# [ABOUT THIS TASK]
Count every line below that holds the word "Tompa", and give the number with no other words.

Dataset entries
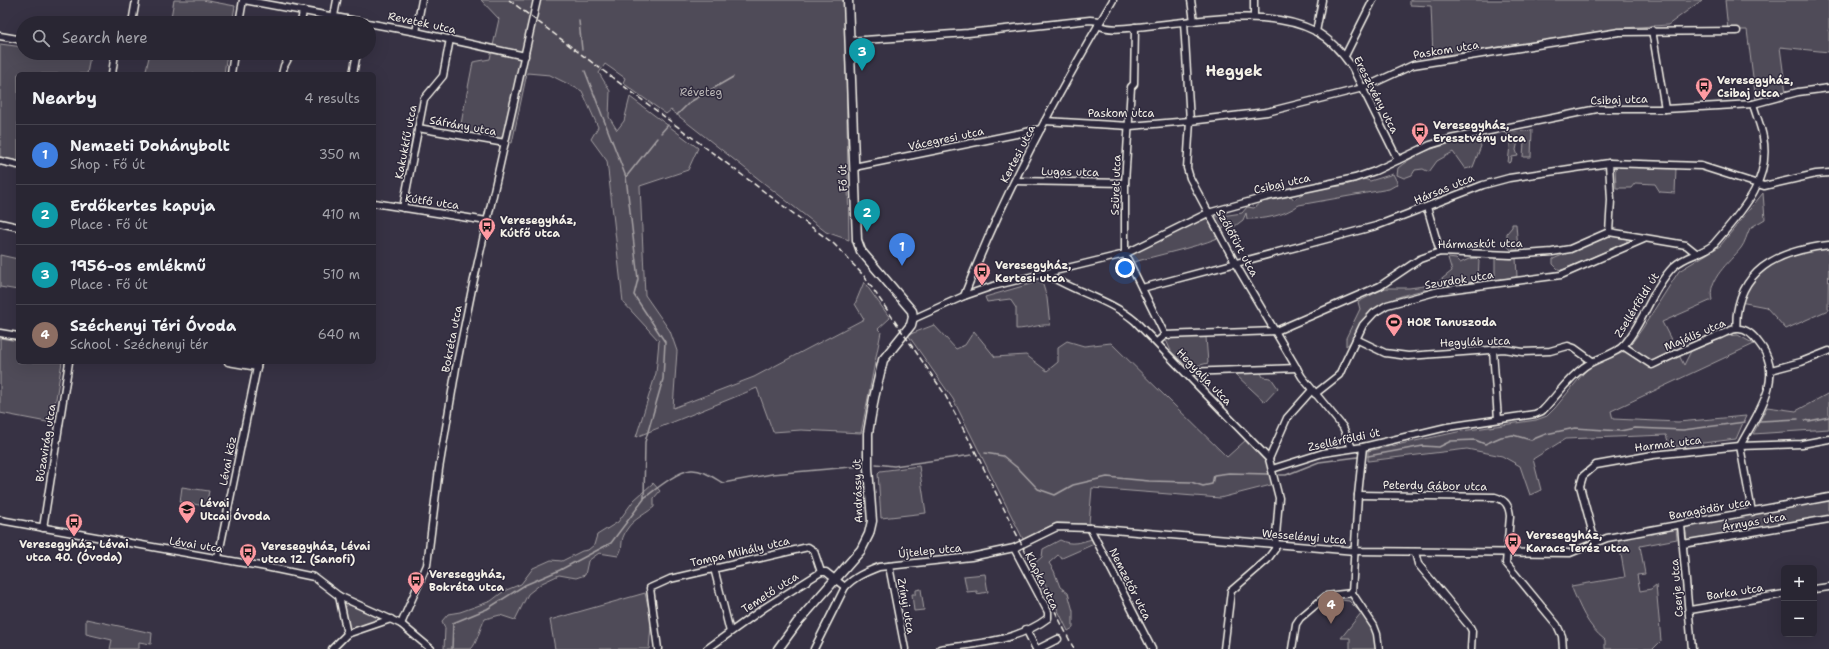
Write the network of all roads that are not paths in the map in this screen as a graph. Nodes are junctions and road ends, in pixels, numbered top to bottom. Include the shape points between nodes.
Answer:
1 (136, 0) edge
2 (244, 0) edge
3 (337, 0) edge
4 (422, 0) edge
5 (537, 0) edge
6 (848, 0) edge
7 (1113, 0) edge
8 (1192, 0) edge
9 (1254, 0) edge
10 (1322, 0) edge
11 (1373, 0) edge
12 (303, 11) junction
13 (133, 16) edge
14 (241, 16) edge
15 (302, 16) edge
16 (334, 16) joint
17 (1254, 17) junction
18 (1194, 21) junction
19 (1184, 22) junction
20 (1099, 23) junction
21 (376, 25) edge
22 (1136, 27) junction
23 (1652, 30) junction
24 (1737, 31) dead end
25 (416, 32) junction
26 (1316, 32) junction
27 (0, 36) edge
28 (16, 39) edge
29 (450, 39) junction
30 (849, 41) junction
31 (525, 56) junction
32 (1345, 56) junction
33 (114, 60) edge
34 (233, 60) edge
35 (288, 60) edge
36 (356, 60) edge
37 (112, 72) edge
38 (231, 72) edge
39 (282, 72) edge
40 (353, 72) edge
41 (1363, 88) junction
42 (1829, 88) edge
43 (1753, 104) junction
44 (1666, 109) junction
45 (1045, 121) junction
46 (1190, 121) junction
47 (1130, 126) junction
48 (418, 128) junction
49 (1041, 129) junction
50 (505, 143) junction
51 (1398, 160) junction
52 (0, 161) edge
53 (1609, 163) junction
54 (16, 165) edge
55 (854, 167) junction
56 (1829, 173) edge
57 (1015, 181) junction
58 (1125, 183) junction
59 (1759, 184) junction
60 (376, 203) edge
61 (1427, 207) junction
62 (403, 208) junction
63 (1208, 213) junction
64 (487, 221) junction
65 (0, 223) edge
66 (16, 227) edge
67 (1609, 232) junction
68 (1644, 239) junction
69 (1829, 246) edge
70 (1440, 252) junction
71 (1696, 253) junction
72 (1125, 254) junction
73 (1236, 263) junction
74 (1045, 273) junction
75 (1142, 288) junction
76 (964, 296) junction
77 (913, 319) junction
78 (1736, 329) junction
79 (1276, 331) junction
80 (0, 333) edge
81 (16, 336) edge
82 (1164, 336) junction
83 (1356, 339) junction
84 (1157, 342) junction
85 (1623, 346) junction
86 (1829, 350) edge
87 (1494, 351) junction
88 (1592, 361) junction
89 (69, 364) edge
90 (257, 364) edge
91 (1297, 368) junction
92 (1771, 370) junction
93 (1186, 372) junction
94 (1314, 392) junction
95 (1498, 419) junction
96 (1829, 439) edge
97 (1740, 446) junction
98 (1363, 447) junction
99 (1352, 448) junction
100 (1269, 459) junction
101 (1272, 469) junction
102 (1358, 495) junction
103 (1829, 497) edge
104 (1752, 512) junction
105 (0, 520) edge
106 (1829, 520) edge
107 (1681, 525) junction
108 (43, 528) junction
109 (1090, 528) junction
110 (1595, 542) junction
111 (1276, 544) junction
112 (1683, 544) junction
113 (1014, 548) junction
114 (1355, 551) junction
115 (1415, 552) junction
116 (1505, 554) junction
117 (218, 558) junction
118 (889, 566) junction
119 (714, 568) junction
120 (821, 572) junction
121 (836, 579) junction
122 (845, 587) junction
123 (1829, 587) edge
124 (1817, 589) edge
125 (1352, 594) junction
126 (1781, 595) edge
127 (339, 596) junction
128 (1690, 610) junction
129 (391, 619) junction
130 (401, 624) junction
131 (1026, 629) junction
132 (730, 632) junction
133 (347, 634) junction
134 (1058, 639) dead end
135 (714, 647) edge
136 (332, 649) edge
137 (431, 649) edge
138 (658, 649) edge
139 (707, 649) edge
140 (778, 649) edge
141 (814, 649) edge
142 (904, 649) edge
143 (940, 649) edge
144 (1037, 649) edge
145 (1152, 649) edge
146 (1224, 649) edge
147 (1292, 649) edge
148 (1379, 649) edge
149 (1471, 649) edge
150 (1563, 649) edge
151 (1692, 649) edge

1 - 13 street
2 - 12 street, Revetek utca
2 - 14 street
3 - 16 street
4 - 25 street
5 - 31 street, Bokréta utca
6 - 30 main road, Fő út
7 - 20 street, Kertesi utca
8 - 18 street
9 - 17 street
10 - 26 street
11 - 32 street
12 - 15 street
12 - 16 street, Revetek utca
17 - 18 street, Eresztvény utca
17 - 26 street, Eresztvény utca via 1290,23
18 - 19 street, Eresztvény utca
19 - 22 street, Eresztvény utca
19 - 46 street, Szőlőfürt utca
20 - 22 street, Eresztvény utca via 1103,28
20 - 30 street via 1090,20 968,33
20 - 45 street, Kertesi utca
21 - 25 street, Revetek utca
22 - 47 street, Szüret utca
23 - 24 street, Paskom utca
23 - 41 street, Paskom utca via 1619,32 1413,65
23 - 44 street, Csibaj utca
25 - 29 street, Revetek utca
26 - 32 street, Eresztvény utca
27 - 28 street
29 - 31 street, Revetek utca
29 - 48 street, Kakukkfű utca via 443,76 424,99
30 - 55 main road, Fő út
31 - 50 street, Bokréta utca
32 - 41 street, Eresztvény utca
33 - 37 street
34 - 38 street
35 - 39 street
36 - 40 street
41 - 46 street, Paskom utca via 1267,112
41 - 51 street, Eresztvény utca
42 - 43 street, Csibaj utca via 1798,92
43 - 44 street, Csibaj utca
43 - 59 street, Zsellérföldi út via 1763,138 1764,152
44 - 51 street, Csibaj utca via 1597,109 1450,139
45 - 47 street, Paskom utca
45 - 49 street, Kertesi utca
46 - 47 street, Paskom utca
46 - 63 street, Szőlőfürt utca via 1187,168
47 - 58 street, Szüret utca
48 - 50 street, Sáfrány utca
48 - 62 street, Kakukkfű utca
49 - 55 street, Vácegresi utca
49 - 57 street, Kertesi utca
50 - 64 street, Bokréta utca
51 - 63 street, Csibaj utca via 1355,178 1266,197
52 - 54 street
53 - 59 street, Hársas utca via 1701,166
53 - 61 street, Hársas utca via 1495,181
53 - 67 street
55 - 77 main road, Fő út via 855,220 859,248 912,311
56 - 59 street via 1764,186
57 - 58 street, Lugas utca
57 - 76 street, Kertesi utca via 984,244
58 - 72 street, Szüret utca
59 - 71 street, Zsellérföldi út via 1751,199 1713,245
60 - 62 street, Kútfő utca
61 - 70 street
61 - 73 street, Hársas utca via 1376,226
62 - 64 street, Kútfő utca
63 - 72 street, Csibaj utca
63 - 73 street, Szőlőfürt utca
64 - 130 street, Bokréta utca via 456,368 440,462 427,566
65 - 66 street
67 - 68 street
67 - 70 street, Hármaskút utca via 1570,249 1552,252
68 - 71 street via 1686,246
68 - 83 street, Szurdok utca via 1561,275 1439,291 1387,305 1368,318
69 - 78 street via 1789,252 1770,260 1749,282 1742,296 1736,314
70 - 79 street, Hármaskút utca via 1420,259 1380,286
71 - 85 street, Zsellérföldi út via 1685,257 1662,280
72 - 74 street, Csibaj utca
72 - 75 street, Szüret utca
73 - 75 street, Hársas utca
73 - 79 street, Szőlőfürt utca
74 - 76 street, Csibaj utca
74 - 84 street, Hegyalja utca via 1058,282 1116,307
75 - 82 street, Szüret utca
76 - 77 street, Csibaj utca
77 - 121 main road, Andrássy út via 909,328 883,360 874,398 868,433 872,521 869,534 861,550
78 - 85 street, Majális utca via 1685,348 1652,365
78 - 92 street, Majális utca via 1755,337 1766,353
79 - 82 street, Hármaskút utca
79 - 91 street, Szőlőfürt utca
80 - 81 street
82 - 84 street
83 - 87 street, Hegyláb utca via 1385,353 1408,356
83 - 94 street, Szurdok utca via 1339,375
84 - 93 street, Hegyalja utca
85 - 88 street, Zsellérföldi út
86 - 92 street via 1801,362
87 - 88 street, Hegyláb utca via 1504,349 1536,352 1568,346
87 - 95 street
88 - 95 street, Zsellérföldi út via 1571,378 1542,411
89 - 108 street, Búzavirág utca
90 - 117 street, Lévai köz
91 - 93 street
91 - 94 street, Szőlőfürt utca
92 - 97 street, Majális utca via 1767,397
93 - 100 street, Hegyalja utca
94 - 99 street, Szőlőfürt utca via 1343,427
94 - 100 street, Szurdok utca via 1287,418
95 - 98 street, Zsellérföldi út via 1447,427
96 - 97 street, Harmat utca via 1780,446
97 - 104 street
97 - 110 street, Harmat utca via 1654,455 1591,468 1583,476 1580,486
98 - 99 street, Zsellérföldi út
98 - 102 street
99 - 101 street, Zsellérföldi út via 1323,453
100 - 101 street, Hegyalja utca
101 - 111 street, Hegyalja utca via 1279,498
102 - 114 street
102 - 116 street, Peterdy Gábor utca via 1502,499 1509,509 1510,516
103 - 104 street, Baragödör utca
104 - 107 street, Baragödör utca
105 - 108 street, Lévai utca
106 - 112 street, Árnyas utca
107 - 110 street, Baragödör utca
107 - 112 street, Cserje utca
108 - 117 street, Lévai utca
109 - 111 street, Wesselényi utca
109 - 113 street, Wesselényi utca via 1057,527
109 - 145 street, Nemzetőr utca
110 - 116 street, Wesselényi utca via 1570,553
111 - 114 street, Wesselényi utca
111 - 146 street via 1268,560 1231,591
112 - 128 street, Cserje utca
113 - 118 street, Újtelep utca via 964,558
113 - 131 street, Klapka utca via 1048,612 1045,621
114 - 115 street, Wesselényi utca
114 - 125 street
115 - 116 street, Wesselényi utca
115 - 149 street via 1418,564 1472,630
116 - 150 street via 1508,567 1556,625 1562,636
117 - 127 street, Lévai utca via 314,577
118 - 122 street, Újtelep utca via 866,572
118 - 142 street, Zrínyi utca
119 - 120 street, Tompa Mihály utca via 808,547 814,551
119 - 132 street
119 - 138 street, Tompa Mihály utca via 670,579 650,588
120 - 121 street via 826,572
120 - 132 street, Temető utca
121 - 122 street
121 - 140 main road, Andrássy út
122 - 141 street, Újtelep utca
123 - 124 street
125 - 147 street via 1326,596 1300,618 1296,624
125 - 148 street via 1374,626
126 - 128 street, Barka utca
127 - 129 street, Lévai utca
127 - 133 street
128 - 151 street, Cserje utca
129 - 130 street, Lévai utca
129 - 133 street
130 - 137 street, Lévai utca
131 - 143 street via 992,642
131 - 144 street
132 - 135 street, Temető utca
133 - 136 street
134 - 144 street
135 - 139 street, Temető utca

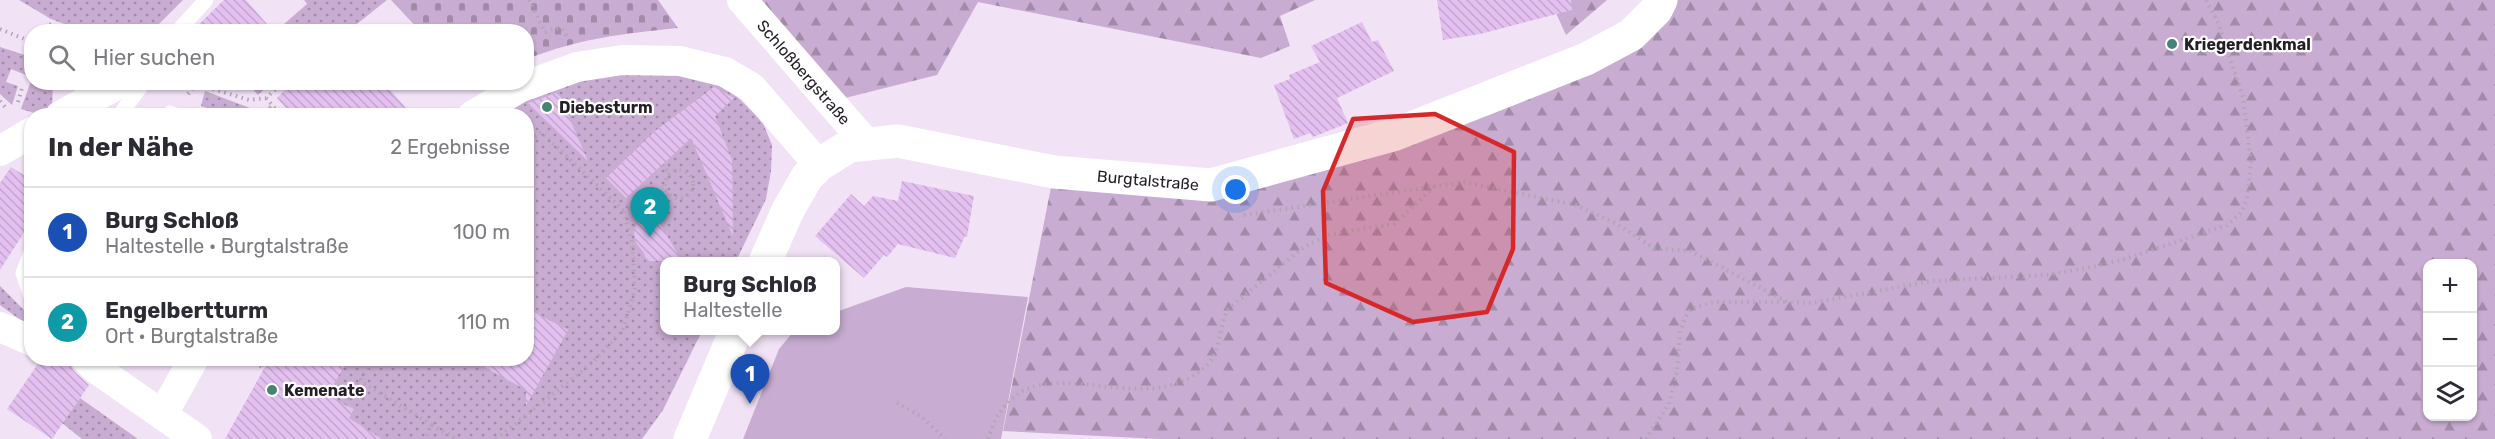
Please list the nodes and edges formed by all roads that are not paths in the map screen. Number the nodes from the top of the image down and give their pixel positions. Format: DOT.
graph roads {
  1 [pos="206,0"];
  2 [pos="742,0"];
  3 [pos="1661,0"];
  4 [pos="184,24"];
  5 [pos="534,83"];
  6 [pos="107,90"];
  7 [pos="138,90"];
  8 [pos="516,90"];
  9 [pos="75,108"];
  10 [pos="125,108"];
  11 [pos="485,108"];
  12 [pos="866,143"];
  13 [pos="819,165"];
  14 [pos="767,257"];
  15 [pos="0,327"];
  16 [pos="734,335"];
  17 [pos="24,338"];
  18 [pos="93,366"];
  19 [pos="190,366"];
  20 [pos="163,414"];
  21 [pos="197,439"];
  22 [pos="690,439"];
  1 -- 4 [label="lane"];
  2 -- 12 [label="street, Schloßbergstraße"];
  3 -- 12 [label="main road, Burgtalstraße"];
  5 -- 13 [label="street"];
  6 -- 9 [label="street"];
  7 -- 10 [label="lane"];
  8 -- 11 [label="street"];
  12 -- 13 [label="main road, Burgtalstraße"];
  13 -- 14 [label="main road, Burgtalstraße"];
  15 -- 17 [label="street"];
  16 -- 22 [label="main road"];
  18 -- 20 [label="street"];
  19 -- 20 [label="street"];
  20 -- 21 [label="street"];
}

# [OUTPUT FOR THIS EXERCISE]
2